Fundador e diretor do Projeto Portinari, João Candido Portinari é filho do artista plástico brasileiro Cândido Portinari. Seu nome está em alta por outros dois motivos: o anúncio da mostra com os painéis Guerra e Paz, originalmente expostos na ONU, em São Paulo e por ganhar o Prêmio Trip Transformadores - Edição 2011.
Em entrevista ao Guia da Semana, o professor fala sobre a obra de seu pai, o peso de seu sobrenome, premiações, mudanças no Brasil e, é claro, sobre a exposição dos painéis no Memorial da América Latina a ser inaugurada em 6 de fevereiro, para marcar os 50 anos da morte de Portinari. Confira!
Guia da Semana - Qual o sentimento de ser agraciado com o Prêmio Trip Transformadores?

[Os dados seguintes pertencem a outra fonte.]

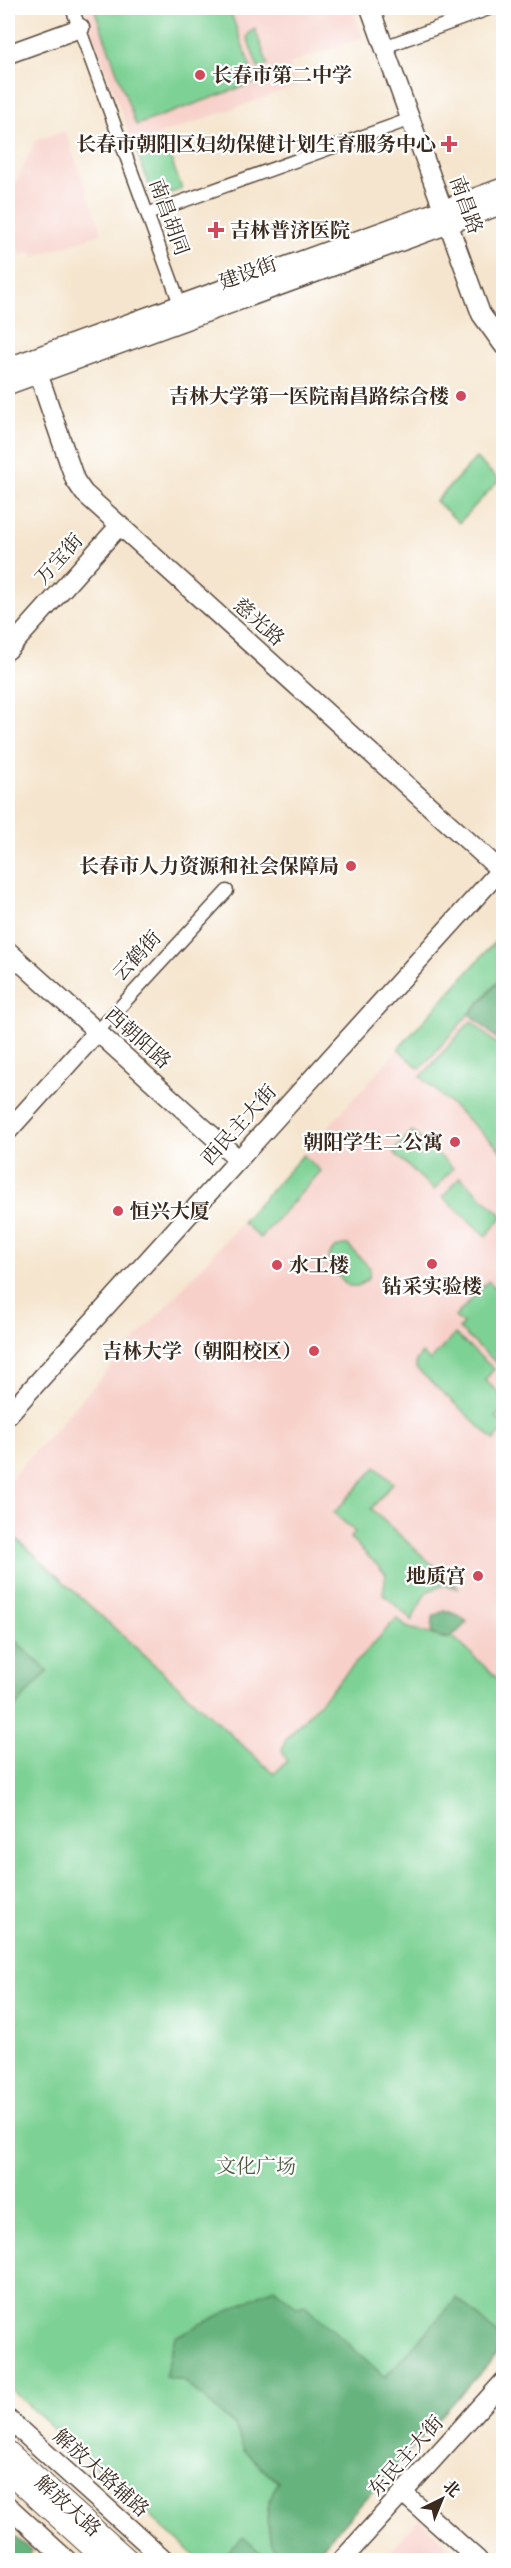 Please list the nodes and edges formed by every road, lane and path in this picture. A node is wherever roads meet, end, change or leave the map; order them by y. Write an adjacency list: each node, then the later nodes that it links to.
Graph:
1 (72, 8): 4 (street, 南昌胡同)
2 (370, 8): 5 (main road, 南昌路)
3 (491, 8): 5 (street)
4 (80, 28): 6 (main road); 10 (street, 南昌胡同)
5 (384, 46): 7 (main road, 南昌路)
6 (8, 54)
7 (411, 119): 10 (street); 11 (main road, 南昌路)
8 (504, 187): 11 (main road, 建设街)
9 (504, 204): 11 (main road, 建设街)
10 (147, 214): 12 (street, 南昌胡同)
11 (446, 216): 12 (main road, 建设街); 13 (main road, 南昌路); 15 (main road, 建设街)
12 (180, 304): 14 (main road, 建设街)
13 (504, 346)
14 (8, 367)
15 (38, 374): 16 (main road, 建设街); 17 (main road, 慈光路)
16 (8, 385)
17 (120, 525): 18 (main road, 万宝街); 19 (main road, 慈光路)
18 (8, 650)
19 (502, 868): 24 (main road, 西民主大街)
20 (228, 891): 22 (street, 云鹤街)
21 (8, 951): 22 (main road, 西朝阳路)
22 (97, 1032): 23 (main road, 云鹤街); 24 (main road, 西朝阳路)
23 (8, 1131)
24 (238, 1159): 25 (main road, 西民主大街)
25 (8, 1415)
26 (504, 2381): 30 (main road, 东民主大街)
27 (8, 2419): 35 (main road, 解放大路辅路)
28 (8, 2451): 34 (main road, 解放大路)
29 (8, 2472): 33 (main road, 解放大路)
30 (403, 2493): 36 (main road, 东民主大街); 37 (main road)
31 (8, 2506): 32 (main road)
32 (67, 2560)
33 (105, 2560)
34 (129, 2560)
35 (165, 2560)
36 (342, 2560)
37 (478, 2560)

João Candido Portinari - É um grande orgulho. Um grande incentivo porque eu estive lá na noite da outorga do prêmio e foi emocionante. A gente respira ali um clima de orgulho de ser brasileiro e isso é muito importante para uma nação que até pouco tempo atrás padecia daquilo que o Nelson Rodrigues chamava de complexo de vira-lata. O Brasil nesses últimos anos tomou consciência do seu valor e isso fez com que os países do primeiro mundo passassem a nos olhar com muito respeito. Temos qualidades aqui como o afeto e o convívio com a diferença, que muitos não têm. Eu vivi dez anos fora do Brasil, no final da década de 1950, e sofri a humilhação de ver como era distorcida a imagem do nosso país, mas agora o gigante adormecido está acordando. Esse prêmio e toda a postura dos dirigentes não é ufanista.
GDS – Como foi o processo de trazer os painéis Guerra e Paz de volta ao Brasil para uma exposição?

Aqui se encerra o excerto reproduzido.